By performing a post-order traversal, we can compute the level for each node in a single pass, grouping nodes by their level to simulate the rounds of leaf removal.

Solution Approach

  • Step 1: Post-Order Traversal
    • Traverse the tree using post-order (left, right, node).
    • For each node, recursively compute the level of its left and right children.
  • Step 2: Compute Node Level
    • The level of a node is max(left child level, right child level) + 1.
    • Leaves (nodes with no children) will have level 0.
  • Step 3: Group Nodes by Level
    • Use a list of lists (or array of arrays) to collect node values by their computed level.
    • If there is no list for the current level, create one.
  • Step 4: Return the Result
    • After traversing the entire tree, return the list of lists, where each inner list contains the values of nodes removed at that round.

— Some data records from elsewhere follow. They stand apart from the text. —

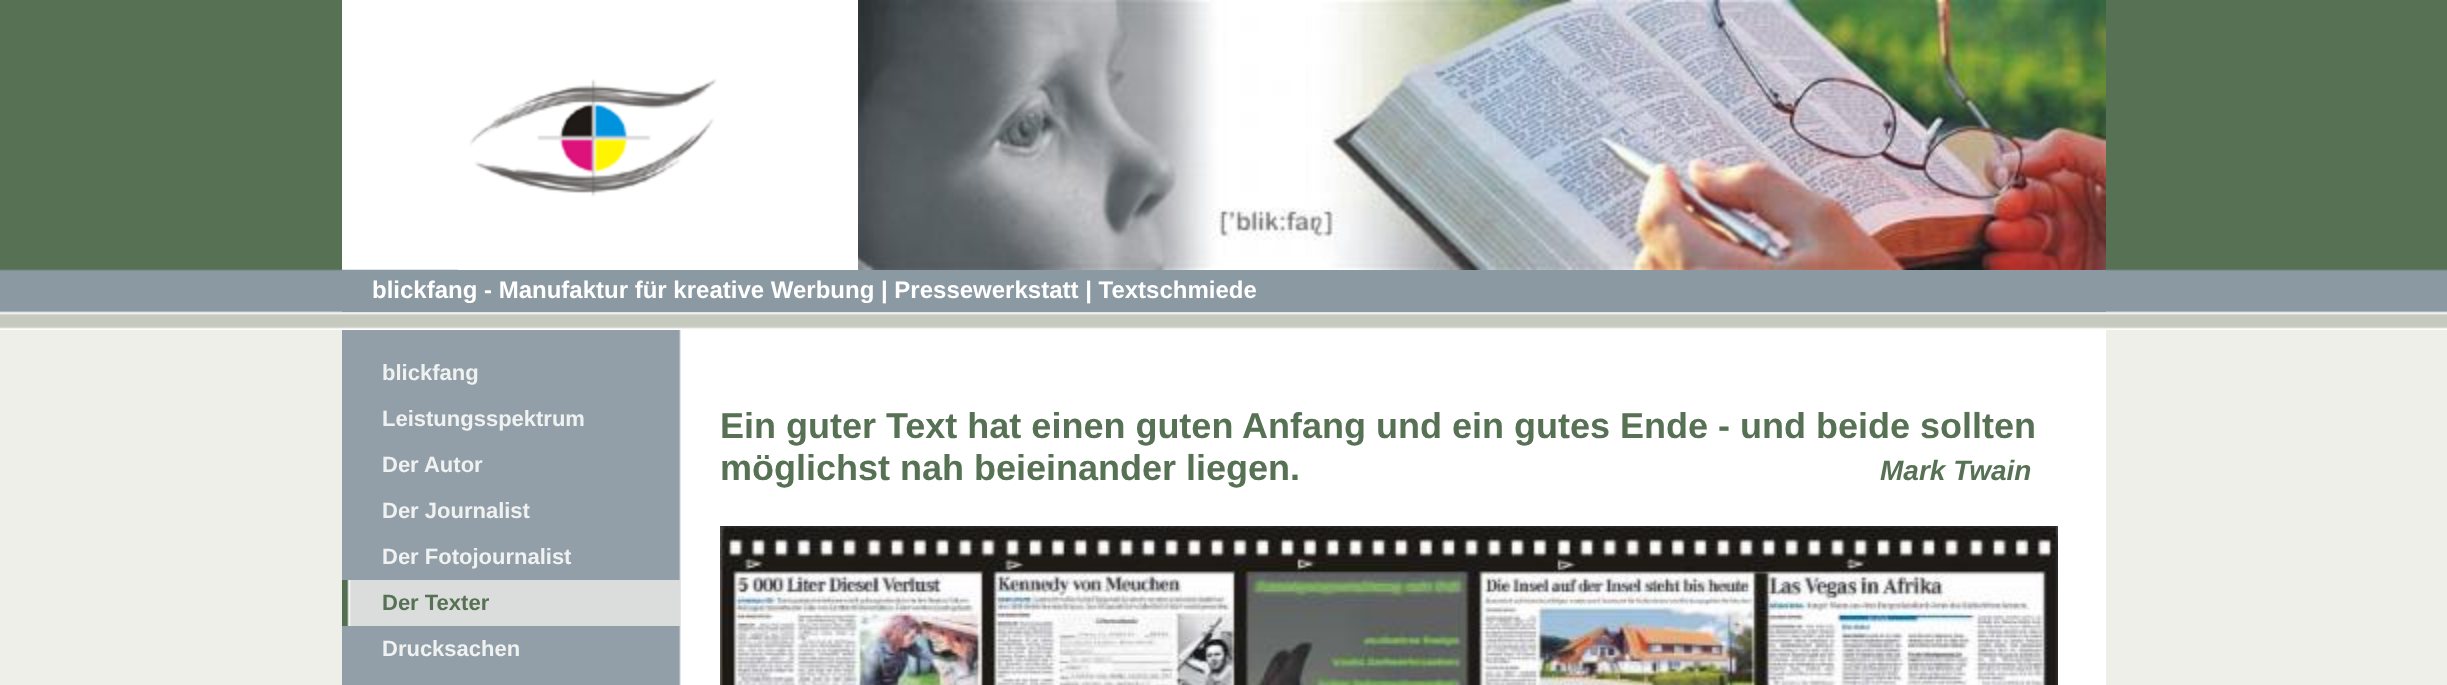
<!DOCTYPE html>
<meta charset="utf-8">
<style>body { margin: 0 } canvas { display: block }</style>
<canvas id="canvas" width="2447" height="685"></canvas>
<script type="module">
  const canvas = document.getElementById("canvas");
  const ctx = canvas.getContext("2d");
  ctx.miterLimit = 4;
  ctx.fontKerning = "normal";
  async function loadImage(src) {
    const img = new Image();
    img.src = src;
    await img.decode();
    return img;
  }

  ctx.fillStyle = "#eeefe9";
  ctx.fillRect(0, 0, 2447, 685);
  ctx.drawImage(await loadImage("img1.png"), 0, 0, 2447, 330);
  ctx.drawImage(await loadImage("img2.png"), 342, 330, 1764, 355);
  ctx.fillStyle = "#ffffff";
  ctx.fillRect(342, 0, 1764, 329);
  ctx.drawImage(await loadImage("img3.png"), 342, 269, 1764, 60);
  ctx.drawImage(await loadImage("img4.png"), 458, 78, 400, 192);
  ctx.drawImage(await loadImage("img5.png"), 858, 0, 1248, 270);
  ctx.fillStyle = "#8b99a2";
  ctx.fillRect(342, 270, 1764, 42);
  ctx.font = "bold 24px Liberation Sans";
  ctx.fillStyle = "#ffffff";
  ctx.fillText("blickfang - Manufaktur für kreative Werbung | Pressewerkstatt | Textschmiede", 372, 298);
  ctx.font = "bold 22px Liberation Sans";
  ctx.fillStyle = "#f0f2f1";
  ctx.fillText("blickfang", 382, 380);
  ctx.fillText("Leistungsspektrum", 382, 426);
  ctx.fillText("Der Autor", 382, 472);
  ctx.fillText("Der Journalist", 382, 518);
  ctx.fillText("Der Fotojournalist", 382, 564);
  ctx.drawImage(await loadImage("img6.png"), 342, 580, 338, 46);
  ctx.fillStyle = "#567153";
  ctx.fillText("Der Texter", 382, 610);
  ctx.fillStyle = "#f0f2f1";
  ctx.fillText("Drucksachen", 382, 656);
  ctx.font = "bold 36px Liberation Sans";
  ctx.fillStyle = "#567153";
  ctx.fillText("Ein guter Text hat einen guten Anfang und ein gutes Ende - und beide sollten", 720, 438);
  ctx.fillText("möglichst nah beieinander liegen.", 720, 480);
  ctx.font = "italic bold 28px Liberation Sans";
  ctx.fillText("Mark Twain", 1880, 480);
  ctx.drawImage(await loadImage("img7.png"), 720, 526, 1338, 159);
</script>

This approach does not modify the tree and collects all results in a single traversal, making it efficient and elegant.

Example Walkthrough

Consider the following binary tree: 

        1
       / \
      2   3
     / \
    4   5

Let's trace the process:

  1. First round: Leaves are 4, 5, and 3. Remove them and collect [4, 5, 3].
  2. Second round: Now, 2 becomes a leaf (since its children are gone). Remove and collect [2].
  3. Third round: Now, 1 becomes a leaf. Remove and collect [1].

The final output is [[4, 5, 3], [2], [1]].

Using the algorithm, each node is assigned a level: 4, 5, and 3 get level 0; 2 gets level 1; 1 gets level 2. Grouping by level gives the correct answer.

Time and Space Complexity

  • Brute-force approach:
    • Each round requires traversing the tree to find and remove leaves, with up to O(n) rounds and O(n) traversal per round, leading to O(n2) time complexity.
    • Space complexity is O(n) for storing results.
  • Optimized approach (current solution):
    • Each node is visited exactly once in a post-order traversal: O(n) time.
    • Space complexity is O(n) for the result and call stack (in the worst case, e.g., a skewed tree).

Summary

By rethinking the problem as grouping nodes by the step at which they become leaves, we avoid repeatedly modifying the tree and instead use a single post-order traversal to assign levels to nodes. This results in an efficient O(n) time and space solution that is easy to implement and understand. The key insight is that each node's "removal round" is determined by its maximum distance from a leaf, enabling us to build the answer in one pass.